Using the data below, work out how many of its lines contain "graph", and give that number with nothing added.

────────

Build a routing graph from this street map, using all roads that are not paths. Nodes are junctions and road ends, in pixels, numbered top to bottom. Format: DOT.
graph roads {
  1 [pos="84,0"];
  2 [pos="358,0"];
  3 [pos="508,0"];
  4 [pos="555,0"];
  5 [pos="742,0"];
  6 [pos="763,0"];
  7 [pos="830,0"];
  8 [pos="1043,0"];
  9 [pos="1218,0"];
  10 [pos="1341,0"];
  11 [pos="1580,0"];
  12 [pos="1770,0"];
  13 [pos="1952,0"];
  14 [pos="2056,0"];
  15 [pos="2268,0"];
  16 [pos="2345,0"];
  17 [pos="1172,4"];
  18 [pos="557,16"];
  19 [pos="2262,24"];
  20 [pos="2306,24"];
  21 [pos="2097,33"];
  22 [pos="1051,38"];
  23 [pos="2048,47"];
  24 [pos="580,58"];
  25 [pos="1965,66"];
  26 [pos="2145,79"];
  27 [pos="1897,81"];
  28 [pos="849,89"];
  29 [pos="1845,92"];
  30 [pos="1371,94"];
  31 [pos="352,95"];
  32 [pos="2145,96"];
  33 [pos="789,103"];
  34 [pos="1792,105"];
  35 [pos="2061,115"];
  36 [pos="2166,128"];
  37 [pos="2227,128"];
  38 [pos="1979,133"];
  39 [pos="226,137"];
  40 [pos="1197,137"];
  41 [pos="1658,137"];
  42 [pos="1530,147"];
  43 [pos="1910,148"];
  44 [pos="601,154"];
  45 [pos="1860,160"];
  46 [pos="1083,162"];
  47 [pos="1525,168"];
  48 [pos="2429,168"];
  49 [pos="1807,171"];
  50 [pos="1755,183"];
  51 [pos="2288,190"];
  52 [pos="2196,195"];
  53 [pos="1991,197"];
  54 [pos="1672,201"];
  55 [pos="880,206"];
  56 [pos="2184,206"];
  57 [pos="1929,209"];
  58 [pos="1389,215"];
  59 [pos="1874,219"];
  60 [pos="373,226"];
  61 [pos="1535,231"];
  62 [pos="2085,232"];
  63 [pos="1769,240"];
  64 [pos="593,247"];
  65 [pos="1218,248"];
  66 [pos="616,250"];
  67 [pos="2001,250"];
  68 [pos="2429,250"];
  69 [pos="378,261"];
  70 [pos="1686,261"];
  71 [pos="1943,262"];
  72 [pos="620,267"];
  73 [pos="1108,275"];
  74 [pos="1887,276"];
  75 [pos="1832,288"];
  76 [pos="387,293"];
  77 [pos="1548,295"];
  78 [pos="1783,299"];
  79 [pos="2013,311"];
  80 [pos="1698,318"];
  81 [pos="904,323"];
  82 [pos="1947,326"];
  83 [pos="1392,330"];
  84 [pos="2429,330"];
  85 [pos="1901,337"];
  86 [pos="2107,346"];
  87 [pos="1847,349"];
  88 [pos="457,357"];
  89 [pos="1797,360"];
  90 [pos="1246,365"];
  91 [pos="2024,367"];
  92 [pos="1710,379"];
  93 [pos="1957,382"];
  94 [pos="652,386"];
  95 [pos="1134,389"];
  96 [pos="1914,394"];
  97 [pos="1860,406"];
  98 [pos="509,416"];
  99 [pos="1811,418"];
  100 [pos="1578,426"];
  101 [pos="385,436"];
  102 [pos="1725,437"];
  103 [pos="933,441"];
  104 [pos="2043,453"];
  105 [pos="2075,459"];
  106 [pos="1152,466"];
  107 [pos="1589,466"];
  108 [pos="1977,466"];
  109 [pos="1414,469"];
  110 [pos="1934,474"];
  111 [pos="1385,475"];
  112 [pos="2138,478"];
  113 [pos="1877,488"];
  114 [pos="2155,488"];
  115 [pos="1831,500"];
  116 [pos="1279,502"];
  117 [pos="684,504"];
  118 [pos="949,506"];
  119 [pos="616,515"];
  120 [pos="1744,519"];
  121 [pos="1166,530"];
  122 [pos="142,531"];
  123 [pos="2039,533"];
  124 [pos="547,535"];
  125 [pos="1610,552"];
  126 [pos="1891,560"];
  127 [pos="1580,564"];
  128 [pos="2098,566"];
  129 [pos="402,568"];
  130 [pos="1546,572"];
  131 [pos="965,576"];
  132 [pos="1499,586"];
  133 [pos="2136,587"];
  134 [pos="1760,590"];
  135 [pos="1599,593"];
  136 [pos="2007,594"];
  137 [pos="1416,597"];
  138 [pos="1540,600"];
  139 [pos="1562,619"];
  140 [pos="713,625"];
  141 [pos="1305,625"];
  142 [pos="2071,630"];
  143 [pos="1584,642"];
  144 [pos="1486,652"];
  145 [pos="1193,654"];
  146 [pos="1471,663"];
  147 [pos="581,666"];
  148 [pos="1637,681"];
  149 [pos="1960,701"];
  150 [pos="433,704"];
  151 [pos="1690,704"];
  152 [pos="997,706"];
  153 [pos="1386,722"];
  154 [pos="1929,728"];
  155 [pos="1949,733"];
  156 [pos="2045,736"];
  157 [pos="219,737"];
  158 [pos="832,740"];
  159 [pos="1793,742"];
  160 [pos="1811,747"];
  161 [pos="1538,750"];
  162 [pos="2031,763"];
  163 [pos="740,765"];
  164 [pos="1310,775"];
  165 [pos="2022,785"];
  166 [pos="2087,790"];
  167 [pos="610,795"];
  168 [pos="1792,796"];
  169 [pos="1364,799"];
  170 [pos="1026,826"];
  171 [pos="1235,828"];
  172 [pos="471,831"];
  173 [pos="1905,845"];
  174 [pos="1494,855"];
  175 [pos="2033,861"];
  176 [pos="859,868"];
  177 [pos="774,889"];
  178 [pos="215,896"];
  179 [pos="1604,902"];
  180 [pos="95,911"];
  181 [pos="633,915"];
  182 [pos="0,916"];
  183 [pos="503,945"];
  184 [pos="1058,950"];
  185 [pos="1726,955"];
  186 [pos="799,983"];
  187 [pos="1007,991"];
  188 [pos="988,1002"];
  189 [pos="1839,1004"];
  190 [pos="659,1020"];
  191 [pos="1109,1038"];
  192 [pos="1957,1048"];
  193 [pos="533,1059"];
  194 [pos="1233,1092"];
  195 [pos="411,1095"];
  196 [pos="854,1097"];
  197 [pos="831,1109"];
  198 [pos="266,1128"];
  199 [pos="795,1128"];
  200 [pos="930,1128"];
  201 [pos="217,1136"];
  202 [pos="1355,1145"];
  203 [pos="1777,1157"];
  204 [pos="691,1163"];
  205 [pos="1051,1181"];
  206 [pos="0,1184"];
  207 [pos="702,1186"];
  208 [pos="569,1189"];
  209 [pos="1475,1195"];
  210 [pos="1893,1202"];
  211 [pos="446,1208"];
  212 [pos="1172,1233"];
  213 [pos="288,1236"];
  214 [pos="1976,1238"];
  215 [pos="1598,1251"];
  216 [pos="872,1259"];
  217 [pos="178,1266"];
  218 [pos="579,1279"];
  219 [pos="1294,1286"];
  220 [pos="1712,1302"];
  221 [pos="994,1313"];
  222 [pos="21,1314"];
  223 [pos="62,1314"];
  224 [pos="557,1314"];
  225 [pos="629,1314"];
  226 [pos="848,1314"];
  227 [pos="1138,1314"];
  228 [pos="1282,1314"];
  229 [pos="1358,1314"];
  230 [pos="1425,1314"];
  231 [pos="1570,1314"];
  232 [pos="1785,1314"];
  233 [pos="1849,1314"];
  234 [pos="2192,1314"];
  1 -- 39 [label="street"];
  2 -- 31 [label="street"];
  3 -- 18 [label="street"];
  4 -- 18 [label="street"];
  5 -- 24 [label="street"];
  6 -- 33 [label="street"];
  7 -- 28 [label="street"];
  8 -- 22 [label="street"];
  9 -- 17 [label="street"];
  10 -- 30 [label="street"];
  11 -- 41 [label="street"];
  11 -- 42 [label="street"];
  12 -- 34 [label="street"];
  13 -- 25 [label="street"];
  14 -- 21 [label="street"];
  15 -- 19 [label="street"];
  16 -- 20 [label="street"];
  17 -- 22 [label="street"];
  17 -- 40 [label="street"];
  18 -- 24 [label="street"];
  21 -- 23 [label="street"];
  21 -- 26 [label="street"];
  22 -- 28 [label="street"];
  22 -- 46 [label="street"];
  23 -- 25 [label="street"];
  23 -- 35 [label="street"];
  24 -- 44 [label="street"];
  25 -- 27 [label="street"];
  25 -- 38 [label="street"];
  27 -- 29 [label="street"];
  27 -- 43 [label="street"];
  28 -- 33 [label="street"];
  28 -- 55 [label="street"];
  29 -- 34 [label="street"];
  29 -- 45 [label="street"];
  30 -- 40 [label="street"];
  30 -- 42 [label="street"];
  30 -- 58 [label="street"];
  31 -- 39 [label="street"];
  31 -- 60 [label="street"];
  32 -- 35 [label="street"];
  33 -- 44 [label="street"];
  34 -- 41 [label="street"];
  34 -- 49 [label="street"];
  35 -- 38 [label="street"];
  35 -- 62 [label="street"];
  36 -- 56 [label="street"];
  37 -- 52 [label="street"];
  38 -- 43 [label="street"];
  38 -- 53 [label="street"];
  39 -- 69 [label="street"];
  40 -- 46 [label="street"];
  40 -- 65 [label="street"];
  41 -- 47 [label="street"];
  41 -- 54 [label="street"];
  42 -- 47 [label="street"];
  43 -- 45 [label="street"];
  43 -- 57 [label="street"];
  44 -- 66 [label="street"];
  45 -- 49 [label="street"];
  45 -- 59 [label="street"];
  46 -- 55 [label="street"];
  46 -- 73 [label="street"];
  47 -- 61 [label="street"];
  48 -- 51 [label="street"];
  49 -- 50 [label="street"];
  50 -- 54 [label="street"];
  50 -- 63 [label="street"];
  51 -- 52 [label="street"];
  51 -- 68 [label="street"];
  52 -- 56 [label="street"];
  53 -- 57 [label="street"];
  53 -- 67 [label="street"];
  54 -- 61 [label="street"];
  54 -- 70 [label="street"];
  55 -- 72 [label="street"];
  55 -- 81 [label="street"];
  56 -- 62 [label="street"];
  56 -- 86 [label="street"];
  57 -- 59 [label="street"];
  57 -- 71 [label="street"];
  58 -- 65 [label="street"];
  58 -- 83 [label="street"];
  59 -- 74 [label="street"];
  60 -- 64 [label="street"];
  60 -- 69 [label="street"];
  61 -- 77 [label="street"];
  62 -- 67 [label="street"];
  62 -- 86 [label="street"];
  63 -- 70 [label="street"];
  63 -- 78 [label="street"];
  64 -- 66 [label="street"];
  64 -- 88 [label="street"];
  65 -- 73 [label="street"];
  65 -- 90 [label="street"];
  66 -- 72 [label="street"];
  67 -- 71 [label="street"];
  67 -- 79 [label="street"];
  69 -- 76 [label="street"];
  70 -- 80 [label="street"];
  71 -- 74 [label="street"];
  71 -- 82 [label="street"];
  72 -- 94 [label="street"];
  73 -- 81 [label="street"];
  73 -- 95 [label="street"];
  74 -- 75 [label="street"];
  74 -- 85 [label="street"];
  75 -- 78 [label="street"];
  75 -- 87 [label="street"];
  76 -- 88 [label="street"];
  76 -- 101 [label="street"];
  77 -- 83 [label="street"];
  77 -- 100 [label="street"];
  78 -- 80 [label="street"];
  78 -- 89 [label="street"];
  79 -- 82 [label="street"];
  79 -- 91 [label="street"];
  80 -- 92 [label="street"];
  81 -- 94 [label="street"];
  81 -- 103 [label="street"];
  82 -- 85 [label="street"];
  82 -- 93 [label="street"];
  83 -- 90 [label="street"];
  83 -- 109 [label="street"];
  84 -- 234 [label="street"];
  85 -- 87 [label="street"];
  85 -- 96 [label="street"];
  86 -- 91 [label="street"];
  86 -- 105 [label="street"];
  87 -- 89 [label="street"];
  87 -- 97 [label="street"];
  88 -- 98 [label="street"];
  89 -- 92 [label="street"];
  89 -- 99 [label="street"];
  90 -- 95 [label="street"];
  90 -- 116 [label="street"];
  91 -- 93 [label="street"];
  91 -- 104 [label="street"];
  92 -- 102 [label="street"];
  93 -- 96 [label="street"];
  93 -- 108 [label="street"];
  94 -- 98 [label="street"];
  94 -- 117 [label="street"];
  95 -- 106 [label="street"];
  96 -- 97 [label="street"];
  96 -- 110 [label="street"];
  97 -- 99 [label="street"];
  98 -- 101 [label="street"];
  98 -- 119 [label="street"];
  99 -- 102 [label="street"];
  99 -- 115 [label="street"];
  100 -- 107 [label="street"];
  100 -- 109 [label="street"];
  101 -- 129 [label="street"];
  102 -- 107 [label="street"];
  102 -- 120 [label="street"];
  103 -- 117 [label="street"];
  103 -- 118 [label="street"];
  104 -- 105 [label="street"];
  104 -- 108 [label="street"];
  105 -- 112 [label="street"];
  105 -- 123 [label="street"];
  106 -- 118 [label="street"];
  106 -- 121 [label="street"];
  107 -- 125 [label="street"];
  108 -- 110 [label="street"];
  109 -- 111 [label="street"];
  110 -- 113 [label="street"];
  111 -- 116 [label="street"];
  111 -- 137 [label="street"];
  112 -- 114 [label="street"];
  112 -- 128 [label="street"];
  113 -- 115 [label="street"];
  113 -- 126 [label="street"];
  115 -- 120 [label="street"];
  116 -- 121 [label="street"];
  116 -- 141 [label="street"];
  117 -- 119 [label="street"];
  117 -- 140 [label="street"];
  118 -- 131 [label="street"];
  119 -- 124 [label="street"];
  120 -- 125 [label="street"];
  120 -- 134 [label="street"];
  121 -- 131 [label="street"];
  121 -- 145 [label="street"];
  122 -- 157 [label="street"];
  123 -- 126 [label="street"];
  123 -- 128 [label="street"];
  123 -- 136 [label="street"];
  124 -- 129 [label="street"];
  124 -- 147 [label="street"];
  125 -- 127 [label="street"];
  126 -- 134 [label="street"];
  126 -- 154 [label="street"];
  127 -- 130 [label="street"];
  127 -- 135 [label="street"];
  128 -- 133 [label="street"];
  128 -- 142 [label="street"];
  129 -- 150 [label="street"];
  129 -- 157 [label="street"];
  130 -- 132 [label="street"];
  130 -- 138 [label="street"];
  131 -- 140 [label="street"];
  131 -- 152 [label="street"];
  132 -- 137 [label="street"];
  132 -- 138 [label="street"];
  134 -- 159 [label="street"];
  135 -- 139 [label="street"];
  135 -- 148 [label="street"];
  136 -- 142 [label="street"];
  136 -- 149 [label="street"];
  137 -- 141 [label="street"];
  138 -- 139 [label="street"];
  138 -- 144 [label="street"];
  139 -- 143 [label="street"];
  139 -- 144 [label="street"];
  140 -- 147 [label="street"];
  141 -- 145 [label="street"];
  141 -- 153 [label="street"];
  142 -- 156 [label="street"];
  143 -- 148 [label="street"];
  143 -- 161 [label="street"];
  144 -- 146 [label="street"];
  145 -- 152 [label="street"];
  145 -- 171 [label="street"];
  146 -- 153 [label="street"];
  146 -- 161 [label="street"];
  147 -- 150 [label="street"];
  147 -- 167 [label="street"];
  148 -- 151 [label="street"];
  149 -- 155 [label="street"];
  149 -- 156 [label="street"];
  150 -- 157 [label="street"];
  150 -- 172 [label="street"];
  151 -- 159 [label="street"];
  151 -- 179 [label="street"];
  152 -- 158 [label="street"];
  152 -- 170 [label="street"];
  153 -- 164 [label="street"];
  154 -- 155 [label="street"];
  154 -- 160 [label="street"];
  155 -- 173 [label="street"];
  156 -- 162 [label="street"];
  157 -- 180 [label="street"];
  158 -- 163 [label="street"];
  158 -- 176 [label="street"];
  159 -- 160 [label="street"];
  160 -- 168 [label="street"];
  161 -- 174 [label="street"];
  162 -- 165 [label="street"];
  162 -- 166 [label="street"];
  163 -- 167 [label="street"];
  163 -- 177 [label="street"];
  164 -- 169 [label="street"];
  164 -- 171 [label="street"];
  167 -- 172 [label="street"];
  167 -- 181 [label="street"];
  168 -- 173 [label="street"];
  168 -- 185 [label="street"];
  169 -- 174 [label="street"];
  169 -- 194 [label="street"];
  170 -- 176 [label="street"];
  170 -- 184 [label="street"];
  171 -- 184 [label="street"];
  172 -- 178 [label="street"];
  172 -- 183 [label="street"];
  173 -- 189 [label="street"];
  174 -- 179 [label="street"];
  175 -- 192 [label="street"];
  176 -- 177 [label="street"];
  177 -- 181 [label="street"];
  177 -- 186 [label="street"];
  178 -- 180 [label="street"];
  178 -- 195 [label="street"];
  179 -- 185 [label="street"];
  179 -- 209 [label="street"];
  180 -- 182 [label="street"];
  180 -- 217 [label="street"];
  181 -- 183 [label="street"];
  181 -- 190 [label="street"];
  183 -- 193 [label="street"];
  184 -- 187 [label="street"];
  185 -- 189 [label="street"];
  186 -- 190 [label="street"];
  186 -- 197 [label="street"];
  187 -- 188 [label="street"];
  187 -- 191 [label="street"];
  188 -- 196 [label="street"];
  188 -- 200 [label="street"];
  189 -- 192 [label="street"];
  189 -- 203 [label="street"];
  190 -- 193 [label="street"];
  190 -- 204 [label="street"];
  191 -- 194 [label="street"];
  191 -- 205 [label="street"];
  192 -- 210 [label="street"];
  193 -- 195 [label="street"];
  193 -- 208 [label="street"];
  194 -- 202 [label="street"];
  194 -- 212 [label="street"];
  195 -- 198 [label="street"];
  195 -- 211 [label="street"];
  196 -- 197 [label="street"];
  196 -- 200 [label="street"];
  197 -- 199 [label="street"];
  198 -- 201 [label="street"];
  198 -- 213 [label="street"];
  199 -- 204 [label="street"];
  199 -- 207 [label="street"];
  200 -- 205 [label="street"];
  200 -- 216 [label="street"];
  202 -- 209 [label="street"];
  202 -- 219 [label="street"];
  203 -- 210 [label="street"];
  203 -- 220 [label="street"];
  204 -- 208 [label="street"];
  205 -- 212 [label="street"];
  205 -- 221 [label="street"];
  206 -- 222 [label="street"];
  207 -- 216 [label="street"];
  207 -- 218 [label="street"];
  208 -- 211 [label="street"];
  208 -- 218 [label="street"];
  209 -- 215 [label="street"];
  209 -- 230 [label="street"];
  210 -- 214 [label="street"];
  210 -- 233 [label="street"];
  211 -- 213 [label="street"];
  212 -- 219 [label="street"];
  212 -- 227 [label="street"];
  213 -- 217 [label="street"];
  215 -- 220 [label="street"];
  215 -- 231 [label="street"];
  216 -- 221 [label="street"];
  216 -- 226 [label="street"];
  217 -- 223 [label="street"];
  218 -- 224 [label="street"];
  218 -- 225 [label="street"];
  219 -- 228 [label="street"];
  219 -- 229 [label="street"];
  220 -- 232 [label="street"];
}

────────

**Result of the task:**
2